The CBN has acknowledged the continued rise in inflation as a cause for concern. The bank attributes the high inflation to persistent exchange rate pressures, dwindling capital flows, weak growth of foreign reserves, and other structural issues such as insecurity across the country, recent hikes in electricity tariffs and the deregulation of petrol prices.

What this means

Given the structural issues in the Nigerian economy, it is logical to align with the structuralist school of thought and posit that the country’s inflationary phenomenon cannot be tackled using traditional monetary policies. Most of the working population are in the informal sector, unemployed and in extreme poverty. The tools and incentives required to generate employment and production such as electricity, water, good roads, etc. are in bad states and out of the purview of monetary policies.
    
Empirical evidence from a myriad of research and related data show that a single explanation of inflation does not work for developing economies like Nigeria. Expansionary monetary policies aimed at financing social and economic interventions are not always effective in curtailing inflation. Rather, a combination of policies and structural interventions are more effective in developing economies.
    
In tackling the twin issues of rising inflation and unemployment, perhaps policymakers should attempt to answer two critical questions: (i) Why is it that aggregate output, particularly agricultural produce, continue to lag despite increased aggregate demand and the hundreds of billions of naira invested in farming by the FG and CBN? (ii) Why is it impossible to fully finance government’s capital expenditure through savings and other revenue sources as policymakers are now relying almost exclusively on excessive deficit financing?
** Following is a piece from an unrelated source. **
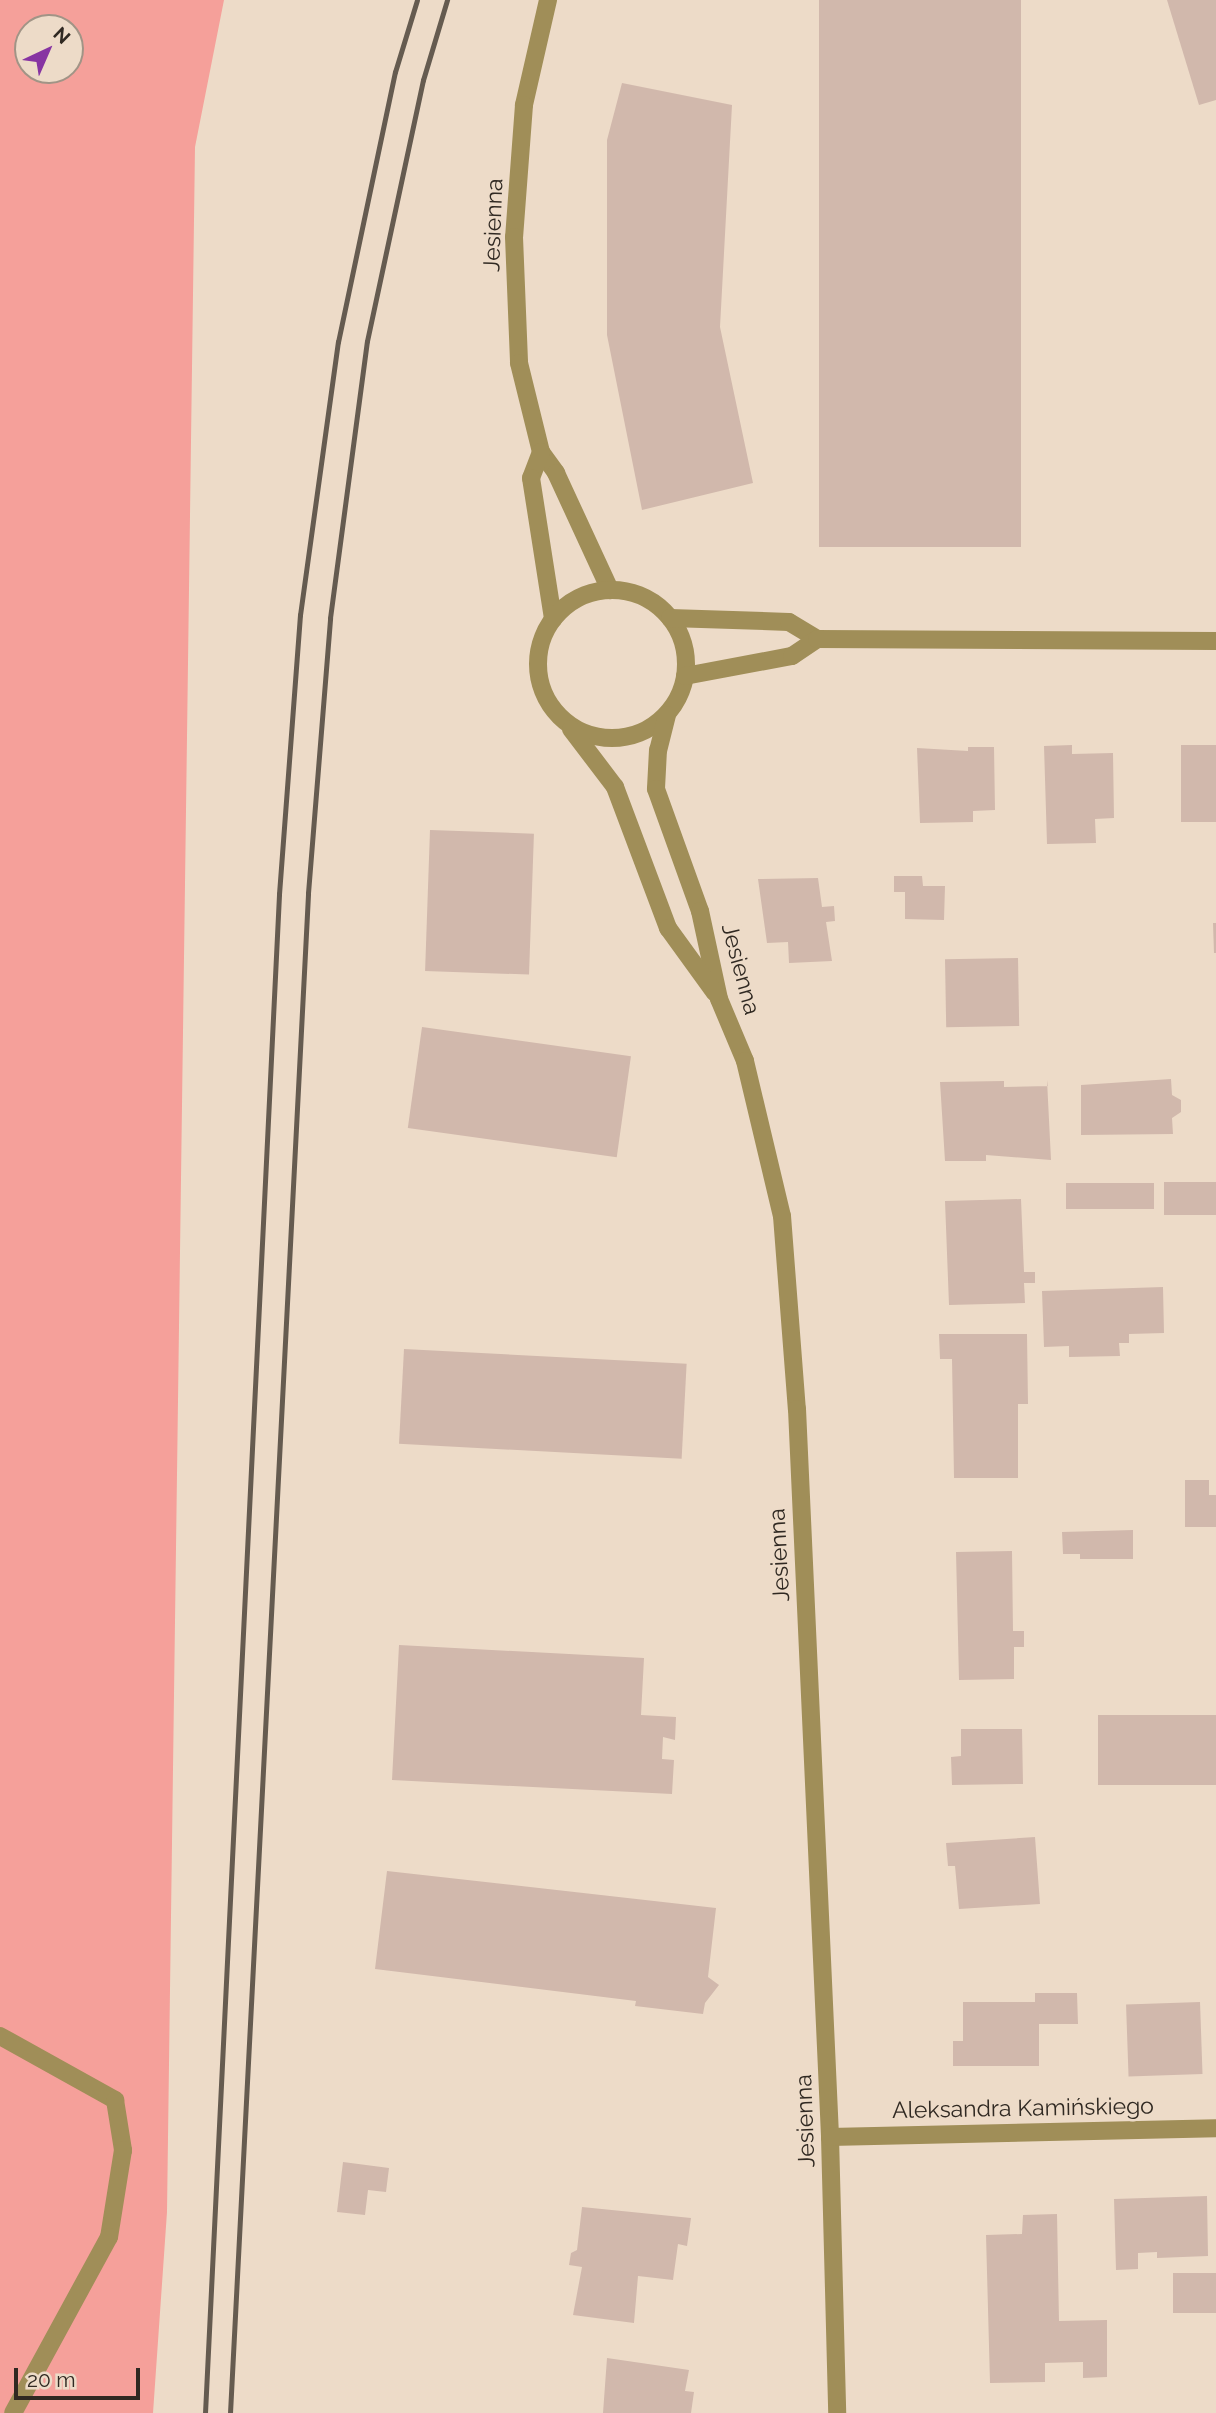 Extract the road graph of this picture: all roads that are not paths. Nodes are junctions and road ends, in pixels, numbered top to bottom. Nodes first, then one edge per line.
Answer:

Given these imponderables and the difficulties in curtailing inflation in Nigeria due to the various structural issues, I expect inflation to nudge upwards of 20 per cent in 2021 while unemployment rate will close the year at approximately 30 per cent. Although the country is still a long way from stagflation, consistently rising inflation and unemployment rates coupled with weak or negative economic growth could eventually move the country to that destination.
    
To avoid stagflation, policymakers need to remove the following constraints:
i.    Agricultural output constraints (such as insecurity, predominance of traditional farming systems, and logistical issues);
ii.    Budget constraints (such as low tax base, massive tax evasion, inefficient tax administration, and excessive deficit financing);
iii.    Foreign exchange constraints (such as uncompetitive exports, heavy reliance on imports, and severe exchange controls that fuel a thriving black market); and
iv.    Physical infrastructure constraints (such as poor or high cost of power supply, roads and fuel).

Conclusion

Available data appear to confirm that inflationary pressures arising from the constraints to higher agricultural output have an impact on the other three constraints (ii, iii, and iv above). This could be due to the exclusion of scores of food and other items from access to foreign exchange for their importation as well as the inelasticity of demand for food items relative to available supply.
    
Nevertheless, a coordinated and concerted effort focused first on the agricultural constraints using a combination of monetary, fiscal and structural policies may just be a good starting point to address Nigeria’s rising inflationary and unemployment trends.

Tade Oludare PhD, is an economist and a professionally qualified accountant, banker, and stockbroker. He has significant experience working or consulting for financial institutions and the academia in Europe, the United States of America, and Africa.